Traceback (most recent call last):
  File "/opt/omd/versions/2.1.0p19.cre/share/check_mk/agents/special/./agent_proxmox_ve", line 10, in <module>
    main()
  File "/omd/sites/mc/lib/python3/cmk/special_agents/agent_proxmox_ve.py", line 883, in main
    special_agent_main(parse_arguments, agent_proxmox_ve_main)
  File "/omd/sites/mc/lib/python3/cmk/special_agents/utils/agent_common.py", line 161, in special_agent_main
    _special_agent_main_core(parse_arguments, main_fn, argv or sys.argv[1:])
  File "/omd/sites/mc/lib/python3/cmk/special_agents/utils/agent_common.py", line 135, in _special_agent_main_core
    main_fn(args)
  File "/omd/sites/mc/lib/python3/cmk/special_agents/agent_proxmox_ve.py", line 533, in agent_proxmox_ve_main
    node_timezones[node["node"]] = node["time"]["timezone"]
KeyError: 'timezone'

Since we have a cluster with some ,standby" nodes on proxmox we will ,hopfully" allways have nodes down in the cluster.

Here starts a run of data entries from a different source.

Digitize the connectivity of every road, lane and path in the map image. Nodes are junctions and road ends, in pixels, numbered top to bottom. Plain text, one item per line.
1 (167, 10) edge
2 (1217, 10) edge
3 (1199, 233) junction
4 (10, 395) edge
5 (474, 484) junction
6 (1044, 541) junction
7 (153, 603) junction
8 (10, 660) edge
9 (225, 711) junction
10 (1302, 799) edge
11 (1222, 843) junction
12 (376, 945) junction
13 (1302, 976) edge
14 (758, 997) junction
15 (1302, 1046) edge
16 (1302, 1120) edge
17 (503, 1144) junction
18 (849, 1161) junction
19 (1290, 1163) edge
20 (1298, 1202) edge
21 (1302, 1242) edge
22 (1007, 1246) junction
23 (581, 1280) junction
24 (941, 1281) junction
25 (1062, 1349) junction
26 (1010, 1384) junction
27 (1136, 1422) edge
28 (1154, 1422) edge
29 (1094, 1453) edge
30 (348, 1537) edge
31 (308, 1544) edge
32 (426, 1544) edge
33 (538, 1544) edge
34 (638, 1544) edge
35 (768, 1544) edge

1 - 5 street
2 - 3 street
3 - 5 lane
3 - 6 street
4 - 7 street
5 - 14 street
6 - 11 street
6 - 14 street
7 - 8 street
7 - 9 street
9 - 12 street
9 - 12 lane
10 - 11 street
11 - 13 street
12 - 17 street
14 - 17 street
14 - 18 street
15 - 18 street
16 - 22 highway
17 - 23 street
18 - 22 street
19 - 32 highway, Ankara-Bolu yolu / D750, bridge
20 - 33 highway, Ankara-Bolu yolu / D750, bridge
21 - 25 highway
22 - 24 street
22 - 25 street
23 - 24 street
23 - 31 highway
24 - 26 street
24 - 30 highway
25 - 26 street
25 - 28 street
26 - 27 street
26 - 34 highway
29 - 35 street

Unfortunalty the plugin is not usable for this scenario. Is there any option to allow nodes down in clusters?

Regards and thanks for advise
Lukas

hafnix · January 23, 2023, 12:34pm

Hi, I have exactly the same problem, also with CMK 2.1.0p19 and Proxmox VE 7.3-4. The error was there also with 2.1.0p18.

I am running a 2-node-cluster with a qdevice on a RaspberryPi as third quorum vote. As soon as I switch off one of the PVE nodes, the “[special_proxmox_ve] Agent” dies with KeyError(‘timezone’). Same error-message as above. If the 2nd node is up again, there is no problem anymore.

CMK is running in a Debian-VM on one of the nodes. I checked the timezone-settings of all my nodes and devices, it’s set to Europe/Berlin everywhere.

If it’s not a bug, then maybe some misconfiguration on my side? I followed exactly the steps in https://checkmk.com/de/blog/proxmox-monitoring

Thanks for any help and kind regards,
Michael

leo · January 23, 2023, 12:52pm

Hi, we had the same problem.
Seems to be an error in agent_proxmox_ve.py reading out the timezone attribute for a host which is currently down.
The fix seems to be to put an additional if condition to check for the timezone attribute before getting the value.
I created a small patch to fix the issue:

--- /omd/sites/cmk/lib/python3/cmk/special_agents/agent_proxmox_ve.py	2023-01-23 11:30:50.516960143 +0100
+++ /omd/sites/cmk/lib/python3/cmk/special_agents/agent_proxmox_ve.py	2023-01-23 11:31:22.000314799 +0100
@@ -528,12 +528,13 @@
     snapshot_data = {}
 
     for node in data["nodes"]:
-        node_timezones[node["node"]] = node["time"]["timezone"]
-        # only lxc and qemu can have snapshots
-        for vm in node.get("lxc", []) + node.get("qemu", []):
-            snapshot_data[str(vm["vmid"])] = {
-                "snaptimes": [x["snaptime"] for x in vm["snapshot"] if "snaptime" in x],
-            }
+        if "timezone" in node["time"]:
+            node_timezones[node["node"]] = node["time"]["timezone"]
+            # only lxc and qemu can have snapshots
+            for vm in node.get("lxc", []) + node.get("qemu", []):
+                snapshot_data[str(vm["vmid"])] = {
+                    "snaptimes": [x["snaptime"] for x in vm["snapshot"] if "snaptime" in x],
+                }

After the change the check started working again.
Therefore i will also create a pull request on the official checkmk github page to rectify this problem.

hafnix · January 23, 2023, 1:27pm

I have applied your patch and can confirm that it’s working and fixed the issue.

Thank you very much!

mensinck · January 24, 2023, 10:59am

I also applied the patch and can confirm it’s working.

This is also valid for clusters with nodes switched off

Thanks for your work

system · January 24, 2024, 11:00am

This topic was automatically closed 365 days after the last reply. New replies are no longer allowed. Contact an admin if you think this should be re-opened.